Pickett M H, Hew C L, Davies P L
Biochim Biophys Acta. 1983 Jan 20;739(1):97-104. doi: 10.1016/0167-4781(83)90049-0.
Livers from winter flounder collected at monthly intervals throughout the year were analyzed for their content of antifreeze protein mRNA. Putative mRNA was detected in liver RNAs from summer fish by liquid hybridization to kinetically purified antifreeze protein cDNA. These mRNA sequences were shown by Northern blot analysis to be of the same length as mature antifreeze protein mRNA isolated from winter fish, and were able to direct the incorporation of alanine into a translation product which comigrated with antifreeze preproprotein. The build-up of antifreeze protein mRNA levels in the autumn and their decline in the spring to summer levels were measured by liquid hybridization.
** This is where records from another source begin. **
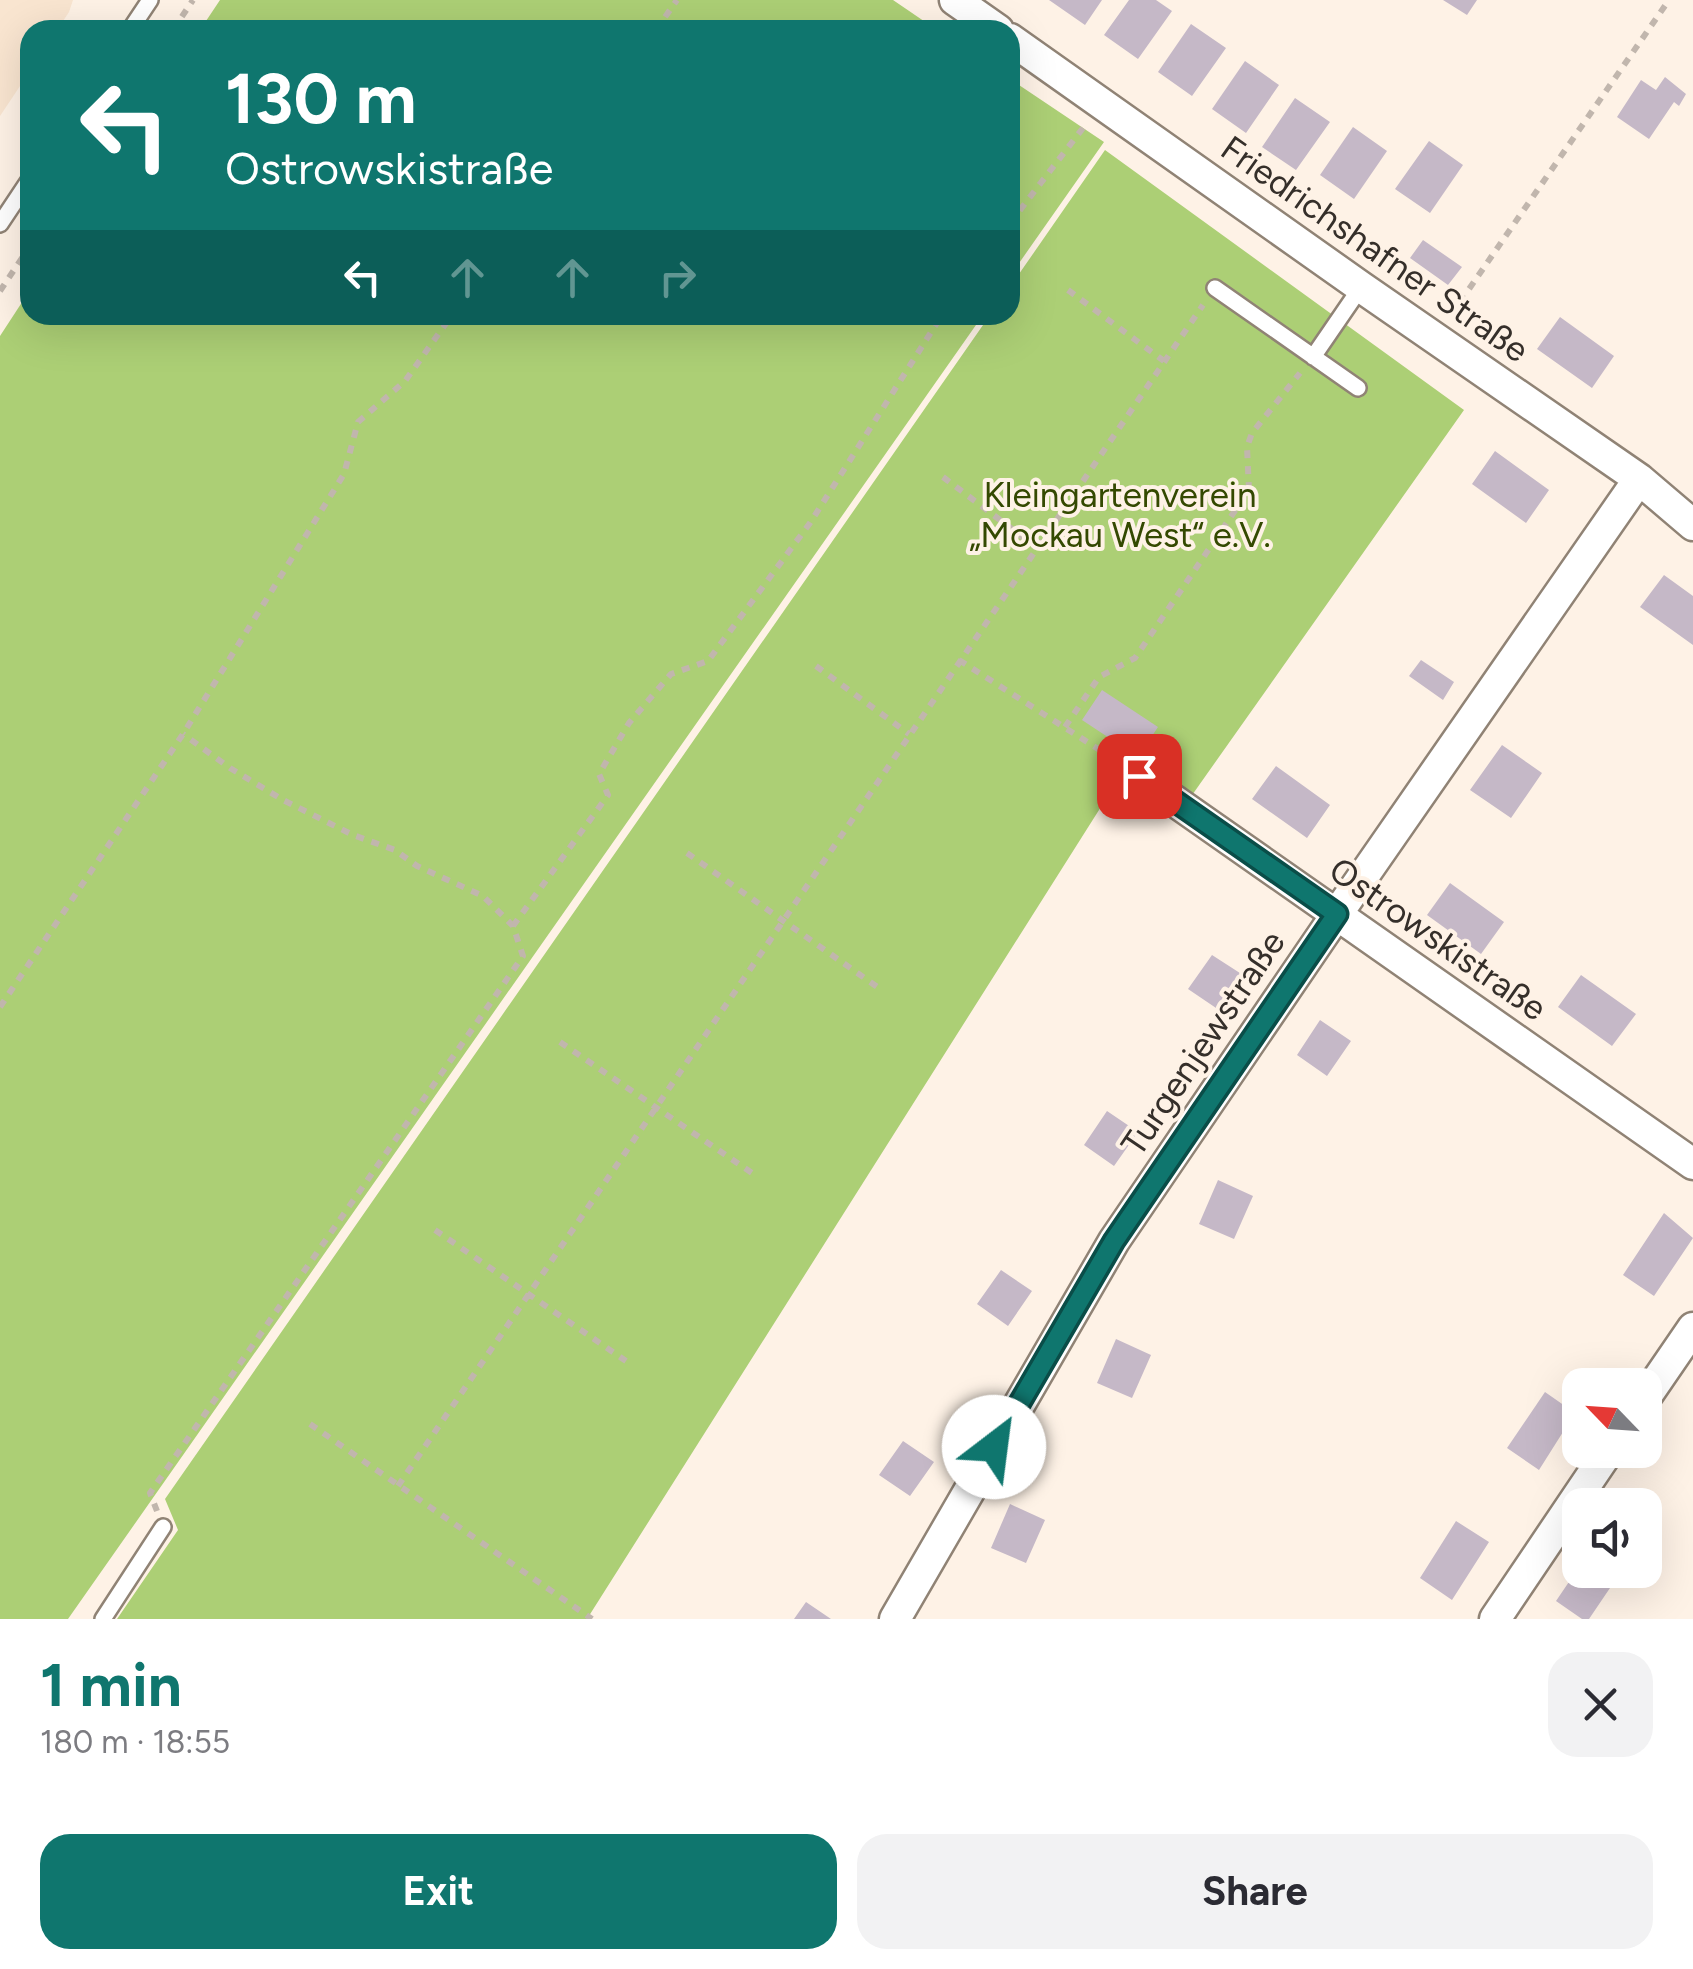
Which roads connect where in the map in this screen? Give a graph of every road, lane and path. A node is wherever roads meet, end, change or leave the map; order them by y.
1 (955, 0) edge
2 (1670, 0) edge
3 (984, 20) edge
4 (1020, 46) edge
5 (1102, 103) junction
6 (20, 194) edge
7 (1020, 209) edge
8 (0, 224) edge
9 (20, 261) edge
10 (1361, 287) junction
11 (1215, 288) joint
12 (1068, 290) dead end
13 (0, 291) edge
14 (445, 325) edge
15 (936, 325) edge
16 (1436, 337) junction
17 (1313, 357) junction
18 (1164, 360) junction
19 (1358, 388) dead end
20 (943, 478) dead end
21 (1639, 480) junction
22 (1693, 525) edge
23 (1036, 547) junction
24 (959, 660) junction
25 (816, 666) dead end
26 (1065, 727) junction
27 (183, 734) junction
28 (908, 734) junction
29 (1139, 776) joint
30 (687, 853) dead end
31 (1337, 914) junction
32 (782, 920) junction
33 (513, 926) junction
34 (882, 992) dead end
35 (0, 1007) edge
36 (560, 1042) dead end
37 (656, 1107) junction
38 (1693, 1164) edge
39 (755, 1175) dead end
40 (435, 1230) dead end
41 (528, 1294) junction
42 (1693, 1328) edge
43 (626, 1361) dead end
44 (1662, 1373) edge
45 (310, 1424) dead end
46 (1597, 1468) edge
47 (398, 1486) junction
48 (163, 1528) joint
49 (103, 1619) edge
50 (592, 1619) edge
51 (894, 1619) edge
52 (1494, 1619) edge

1 - 3 street
2 - 16 path
4 - 5 street, Friedrichshafner Straße
5 - 7 path
5 - 10 street, Friedrichshafner Straße
6 - 8 lane
9 - 13 path
10 - 16 street, Friedrichshafner Straße
10 - 17 lane
11 - 17 lane
11 - 18 path
12 - 18 path
14 - 27 path
15 - 33 path
16 - 21 street, Friedrichshafner Straße
17 - 19 lane
17 - 26 path
18 - 23 path
20 - 23 path
21 - 22 street, Friedrichshafner Straße
21 - 31 street, Turgenjewstraße
23 - 24 path
24 - 26 path
24 - 28 path
25 - 28 path
26 - 29 path
27 - 33 path
27 - 35 path
28 - 32 path
29 - 31 street, Ostrowskistraße
30 - 32 path
31 - 38 street, Ostrowskistraße
31 - 51 street, Turgenjewstraße
32 - 34 path
32 - 37 path
33 - 48 path
36 - 37 path
37 - 39 path
37 - 41 path
40 - 41 path
41 - 43 path
41 - 47 path
42 - 44 street
45 - 47 path
46 - 52 street
47 - 50 path
48 - 49 lane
These seasonal fluctuations match closely, but slightly precede, the rise and fall in plasma osmolality due to the presence of antifreeze protein. In mid-winter 0.5% of the total liver RNA is antifreeze protein mRNA, and although by late August the level of this mRNA has declined to 0.0007% of the total RNA, at no time during the summer is the mRNA undetectable. These results suggest that antifreeze protein production is more likely to be regulated by changing the rate of transcription of their genes than by switching them between active and inactive states.